> [WHAT IS EXPECTED]: Look through the entries and report how many lines include the word "links". Give the number alone.

> [DATA EXTRACTS]:
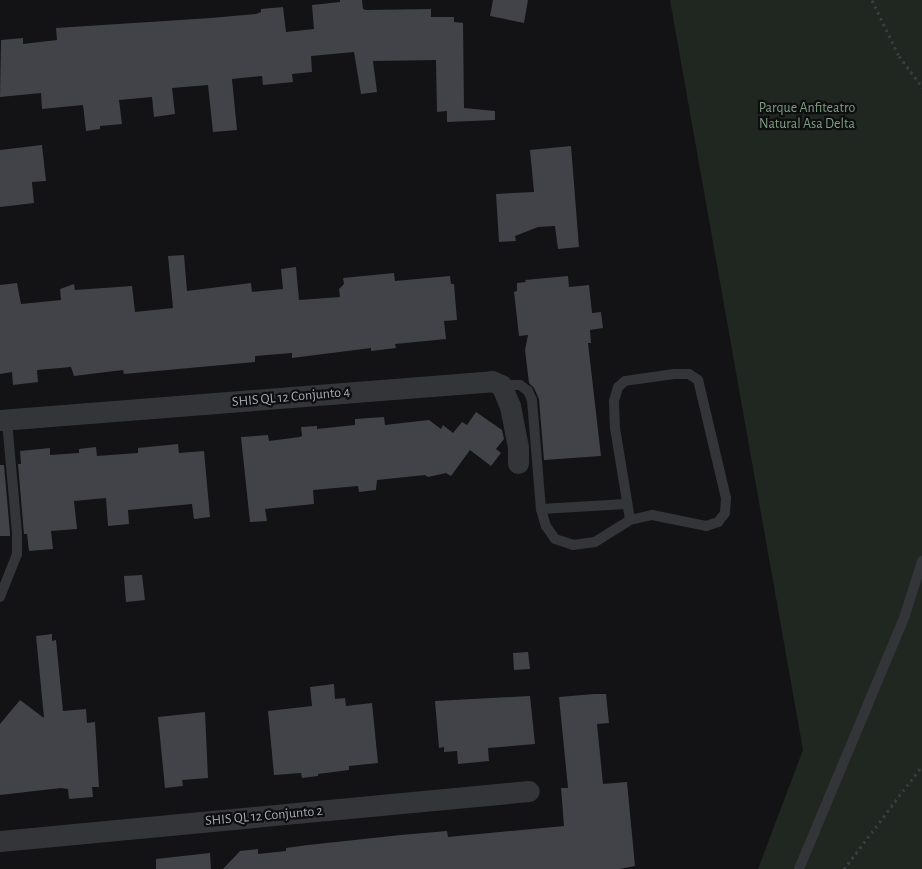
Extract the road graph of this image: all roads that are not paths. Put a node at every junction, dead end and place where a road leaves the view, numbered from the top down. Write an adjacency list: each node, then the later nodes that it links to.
1 (501, 385): 2 (street, SHIS QL 12 Conjunto 4); 3 (street); 5 (lane)
2 (4, 420): 8 (lane)
3 (518, 463)
4 (626, 504): 5 (lane); 6 (lane); 6 (lane)
5 (542, 509): 6 (lane)
6 (630, 520)
7 (922, 561): 11 (lane)
8 (0, 596)
9 (529, 790): 10 (street, SHIS QL 12 Conjunto 2)
10 (0, 841)
11 (799, 869)

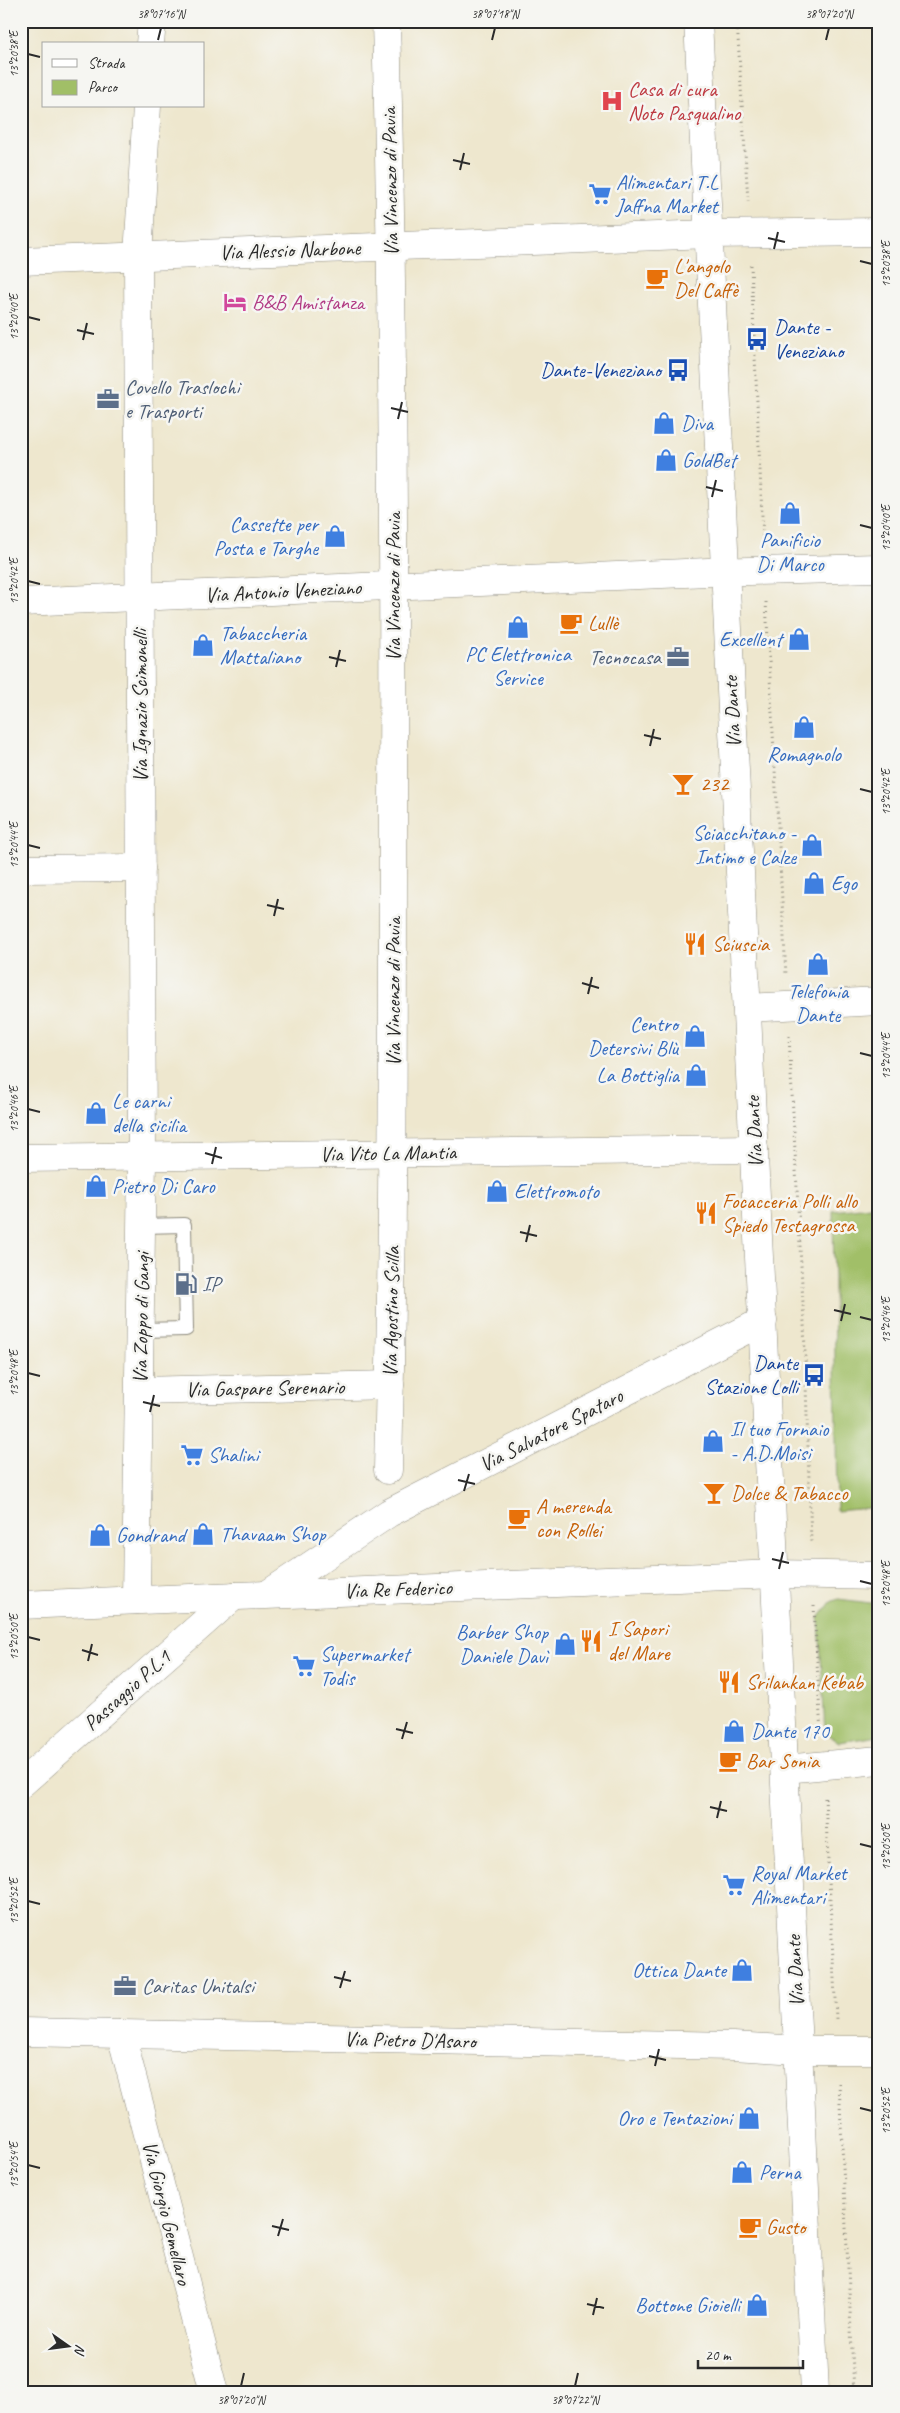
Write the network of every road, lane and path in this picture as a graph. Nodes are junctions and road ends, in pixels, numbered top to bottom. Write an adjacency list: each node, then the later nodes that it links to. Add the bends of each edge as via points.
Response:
1 (152, 21): 5 (street)
2 (386, 21): 10 (street, Via Vincenzo di Pavia)
3 (698, 21): 9 (street, Via Dante)
4 (737, 21): 8 (path)
5 (150, 42)
6 (146, 108): 11 (street, Via Ignazio Scimonelli)
7 (879, 232): 8 (street, Via Alessio Narbone)
8 (750, 233): 9 (street, Via Alessio Narbone); 14 (path)
9 (709, 234): 10 (street, Via Alessio Narbone); 15 (street, Via Dante)
10 (392, 245): 11 (street, Via Alessio Narbone); 16 (street, Via Vincenzo di Pavia)
11 (138, 256): 12 (street, Via Alessio Narbone); 17 (street, Via Ignazio Scimonelli)
12 (21, 261)
13 (879, 568): 14 (street, Via Antonio Veneziano)
14 (765, 570): 15 (street, Via Antonio Veneziano); 22 (path)
15 (725, 572): 16 (street, Via Antonio Veneziano); 23 (street, Via Dante)
16 (394, 586): 17 (street, Via Antonio Veneziano); 25 (street, Via Vincenzo di Pavia)
17 (140, 597): 18 (street, Via Antonio Veneziano); 19 (street, Via Ignazio Scimonelli)
18 (21, 602)
19 (141, 868): 20 (street); 26 (street, Via Ignazio Scimonelli)
20 (21, 869)
21 (879, 1001): 22 (street)
22 (787, 1005): 23 (street); 35 (path, via 804,1322)
23 (747, 1008): 24 (street, Via Dante)
24 (754, 1149): 25 (street, Via Vito La Mantia); 29 (street, Via Dante)
25 (393, 1153): 26 (street, Via Vito La Mantia); 31 (street, Via Agostino Scilla)
26 (142, 1156): 27 (street, Via Vito La Mantia); 28 (street, Via Zoppo di Gangi)
27 (21, 1158)
28 (142, 1226): 30 (street, Via Zoppo di Gangi); 30 (lane, via 184,1226 186,1328)
29 (763, 1321): 34 (street, Via Dante); 37 (street, Via Salvatore Spataro, via 389,1513)
30 (140, 1330): 32 (street, Via Zoppo di Gangi)
31 (390, 1385): 32 (street, Via Gaspare Serenario); 33 (street, Via Agostino Scilla)
32 (140, 1391): 39 (street, Via Zoppo di Gangi)
33 (388, 1470)
34 (775, 1574): 35 (street, Via Re Federico); 37 (street, Via Re Federico); 43 (street, Via Dante)
35 (812, 1575): 36 (street, Via Re Federico); 42 (path)
36 (879, 1576)
37 (268, 1594): 38 (street, Via Re Federico)
38 (234, 1596): 39 (street, Via Re Federico); 44 (street, Passaggio P.L.1)
39 (136, 1600): 40 (street, Via Re Federico)
40 (21, 1605)
41 (879, 1760): 42 (street)
42 (823, 1766): 43 (street); 48 (path)
43 (785, 1769): 47 (street, Via Dante)
44 (21, 1784)
45 (21, 2032): 46 (street, Via Pietro D'Asaro)
46 (121, 2034): 47 (street, Via Pietro D'Asaro); 50 (street, Via Giorgio Gemellaro)
47 (799, 2050): 48 (street, Via Pietro D'Asaro); 51 (street, Via Dante)
48 (838, 2050): 49 (street, Via Pietro D'Asaro); 52 (path)
49 (879, 2050)
50 (214, 2392)
51 (816, 2392)
52 (854, 2392)

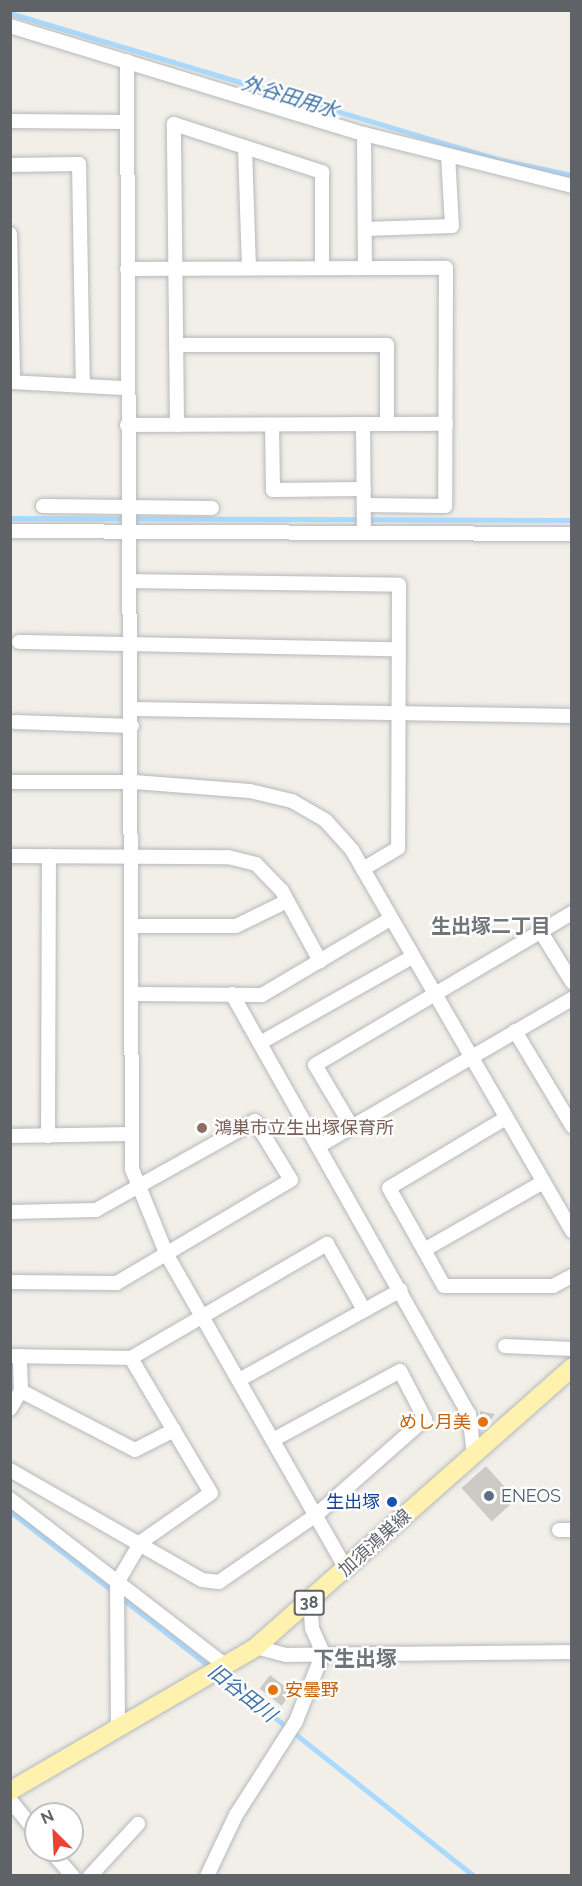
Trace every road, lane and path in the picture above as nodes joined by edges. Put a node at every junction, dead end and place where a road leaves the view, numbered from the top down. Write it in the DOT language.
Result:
graph roads {
  1 [pos="10,27"];
  2 [pos="127,61"];
  3 [pos="10,121"];
  4 [pos="127,122"];
  5 [pos="364,134"];
  6 [pos="245,148"];
  7 [pos="448,155"];
  8 [pos="10,165"];
  9 [pos="572,186"];
  10 [pos="365,229"];
  11 [pos="10,234"];
  12 [pos="322,267"];
  13 [pos="365,267"];
  14 [pos="249,268"];
  15 [pos="127,269"];
  16 [pos="174,269"];
  17 [pos="12,310"];
  18 [pos="176,345"];
  19 [pos="12,382"];
  20 [pos="83,386"];
  21 [pos="125,388"];
  22 [pos="363,424"];
  23 [pos="387,424"];
  24 [pos="447,424"];
  25 [pos="127,425"];
  26 [pos="177,425"];
  27 [pos="272,425"];
  28 [pos="364,489"];
  29 [pos="43,506"];
  30 [pos="364,506"];
  31 [pos="127,507"];
  32 [pos="212,508"];
  33 [pos="10,531"];
  34 [pos="128,532"];
  35 [pos="364,532"];
  36 [pos="572,534"];
  37 [pos="129,580"];
  38 [pos="19,642"];
  39 [pos="130,646"];
  40 [pos="399,649"];
  41 [pos="132,709"];
  42 [pos="400,713"];
  43 [pos="572,716"];
  44 [pos="15,722"];
  45 [pos="132,726"];
  46 [pos="10,782"];
  47 [pos="134,782"];
  48 [pos="133,855"];
  49 [pos="10,856"];
  50 [pos="49,856"];
  51 [pos="363,870"];
  52 [pos="287,901"];
  53 [pos="572,913"];
  54 [pos="390,919"];
  55 [pos="132,926"];
  56 [pos="541,932"];
  57 [pos="412,957"];
  58 [pos="320,961"];
  59 [pos="572,982"];
  60 [pos="131,994"];
  61 [pos="232,994"];
  62 [pos="436,995"];
  63 [pos="572,999"];
  64 [pos="515,1031"];
  65 [pos="260,1042"];
  66 [pos="470,1057"];
  67 [pos="506,1118"];
  68 [pos="572,1126"];
  69 [pos="352,1127"];
  70 [pos="129,1134"];
  71 [pos="10,1136"];
  72 [pos="48,1136"];
  73 [pos="319,1146"];
  74 [pos="543,1182"];
  75 [pos="137,1190"];
  76 [pos="10,1212"];
  77 [pos="572,1231"];
  78 [pos="424,1250"];
  79 [pos="167,1255"];
  80 [pos="572,1276"];
  81 [pos="10,1282"];
  82 [pos="401,1290"];
  83 [pos="364,1310"];
  84 [pos="202,1317"];
  85 [pos="505,1346"];
  86 [pos="572,1349"];
  87 [pos="15,1356"];
  88 [pos="132,1358"];
  89 [pos="572,1366"];
  90 [pos="239,1380"];
  91 [pos="21,1391"];
  92 [pos="10,1409"];
  93 [pos="174,1430"];
  94 [pos="273,1440"];
  95 [pos="474,1454"];
  96 [pos="10,1470"];
  97 [pos="10,1499"];
  98 [pos="316,1515"];
  99 [pos="141,1542"];
  100 [pos="346,1569"];
  101 [pos="117,1583"];
  102 [pos="310,1602"];
  103 [pos="256,1647"];
  104 [pos="572,1652"];
  105 [pos="323,1653"];
  106 [pos="227,1667"];
  107 [pos="118,1730"];
  108 [pos="10,1791"];
  109 [pos="10,1800"];
  110 [pos="24,1817"];
  111 [pos="138,1824"];
  112 [pos="62,1862"];
  113 [pos="74,1875"];
  114 [pos="90,1875"];
  115 [pos="208,1875"];
  1 -- 2 [label="street"];
  2 -- 4 [label="street"];
  2 -- 5 [label="street"];
  3 -- 4 [label="street"];
  4 -- 15 [label="street"];
  5 -- 7 [label="street"];
  5 -- 10 [label="street"];
  6 -- 12 [label="street"];
  6 -- 14 [label="street"];
  6 -- 16 [label="street"];
  7 -- 9 [label="street"];
  7 -- 10 [label="street"];
  8 -- 20 [label="street"];
  10 -- 13 [label="street"];
  11 -- 17 [label="street"];
  12 -- 13 [label="street"];
  12 -- 14 [label="street"];
  13 -- 24 [label="street"];
  14 -- 16 [label="street"];
  15 -- 16 [label="street"];
  15 -- 21 [label="street"];
  16 -- 18 [label="street"];
  17 -- 19 [label="street"];
  18 -- 23 [label="street"];
  18 -- 26 [label="street"];
  19 -- 20 [label="street"];
  20 -- 21 [label="street"];
  21 -- 25 [label="street"];
  22 -- 23 [label="street"];
  22 -- 27 [label="street"];
  22 -- 28 [label="street"];
  23 -- 24 [label="street"];
  24 -- 30 [label="street"];
  25 -- 26 [label="street"];
  25 -- 31 [label="street"];
  26 -- 27 [label="street"];
  27 -- 28 [label="street"];
  28 -- 30 [label="street"];
  29 -- 31 [label="street"];
  30 -- 35 [label="street"];
  31 -- 32 [label="street"];
  31 -- 34 [label="street"];
  33 -- 34 [label="street"];
  34 -- 35 [label="street"];
  34 -- 37 [label="street"];
  35 -- 36 [label="street"];
  37 -- 39 [label="street"];
  37 -- 40 [label="street"];
  38 -- 39 [label="street"];
  39 -- 40 [label="street"];
  39 -- 41 [label="street"];
  40 -- 42 [label="street"];
  41 -- 42 [label="street"];
  41 -- 45 [label="street"];
  42 -- 43 [label="street"];
  42 -- 51 [label="street"];
  44 -- 45 [label="street"];
  45 -- 47 [label="street"];
  46 -- 47 [label="street"];
  47 -- 48 [label="street"];
  47 -- 51 [label="street"];
  48 -- 50 [label="street"];
  48 -- 52 [label="street"];
  48 -- 55 [label="street"];
  49 -- 50 [label="street"];
  50 -- 72 [label="street"];
  51 -- 54 [label="street"];
  52 -- 55 [label="street"];
  52 -- 58 [label="street"];
  53 -- 56 [label="street"];
  54 -- 57 [label="street"];
  54 -- 58 [label="street"];
  55 -- 60 [label="street"];
  56 -- 59 [label="street"];
  56 -- 62 [label="street"];
  57 -- 62 [label="street"];
  57 -- 65 [label="street"];
  58 -- 61 [label="street"];
  60 -- 61 [label="street"];
  60 -- 70 [label="street"];
  61 -- 65 [label="street"];
  62 -- 66 [label="street"];
  62 -- 69 [label="street"];
  63 -- 64 [label="street"];
  64 -- 66 [label="street"];
  64 -- 68 [label="street"];
  65 -- 73 [label="street"];
  66 -- 67 [label="street"];
  66 -- 69 [label="street"];
  67 -- 74 [label="street"];
  67 -- 78 [label="street"];
  69 -- 73 [label="street"];
  70 -- 72 [label="street"];
  70 -- 75 [label="street"];
  71 -- 72 [label="street"];
  73 -- 82 [label="street"];
  74 -- 77 [label="street"];
  74 -- 78 [label="street"];
  75 -- 76 [label="street"];
  75 -- 79 [label="street"];
  75 -- 79 [label="street"];
  78 -- 80 [label="street"];
  79 -- 81 [label="street"];
  79 -- 84 [label="street"];
  82 -- 83 [label="street"];
  82 -- 95 [label="street"];
  83 -- 84 [label="street"];
  83 -- 90 [label="street"];
  84 -- 88 [label="street"];
  84 -- 90 [label="street"];
  85 -- 86 [label="street"];
  87 -- 88 [label="street"];
  87 -- 91 [label="street"];
  88 -- 93 [label="street"];
  89 -- 95 [label="main road, 加須鴻巣線 / 38"];
  90 -- 94 [label="street"];
  91 -- 92 [label="street"];
  91 -- 93 [label="street"];
  93 -- 99 [label="street"];
  94 -- 98 [label="street"];
  94 -- 98 [label="street"];
  95 -- 100 [label="main road, 加須鴻巣線 / 38"];
  96 -- 99 [label="street"];
  97 -- 101 [label="street"];
  98 -- 99 [label="street"];
  98 -- 100 [label="street"];
  99 -- 101 [label="street"];
  100 -- 102 [label="main road, 加須鴻巣線 / 38"];
  101 -- 106 [label="street"];
  101 -- 107 [label="street"];
  102 -- 103 [label="main road, 加須鴻巣線 / 38"];
  102 -- 105 [label="street"];
  103 -- 105 [label="street"];
  103 -- 106 [label="main road, 加須鴻巣線 / 38"];
  104 -- 105 [label="street"];
  105 -- 115 [label="street"];
  106 -- 107 [label="main road, 加須鴻巣線 / 38"];
  107 -- 108 [label="main road, 加須鴻巣線 / 38"];
  109 -- 110 [label="street"];
  111 -- 114 [label="street"];
  112 -- 113 [label="street"];
}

> [ANSWER TO THE PROBLEM]: 2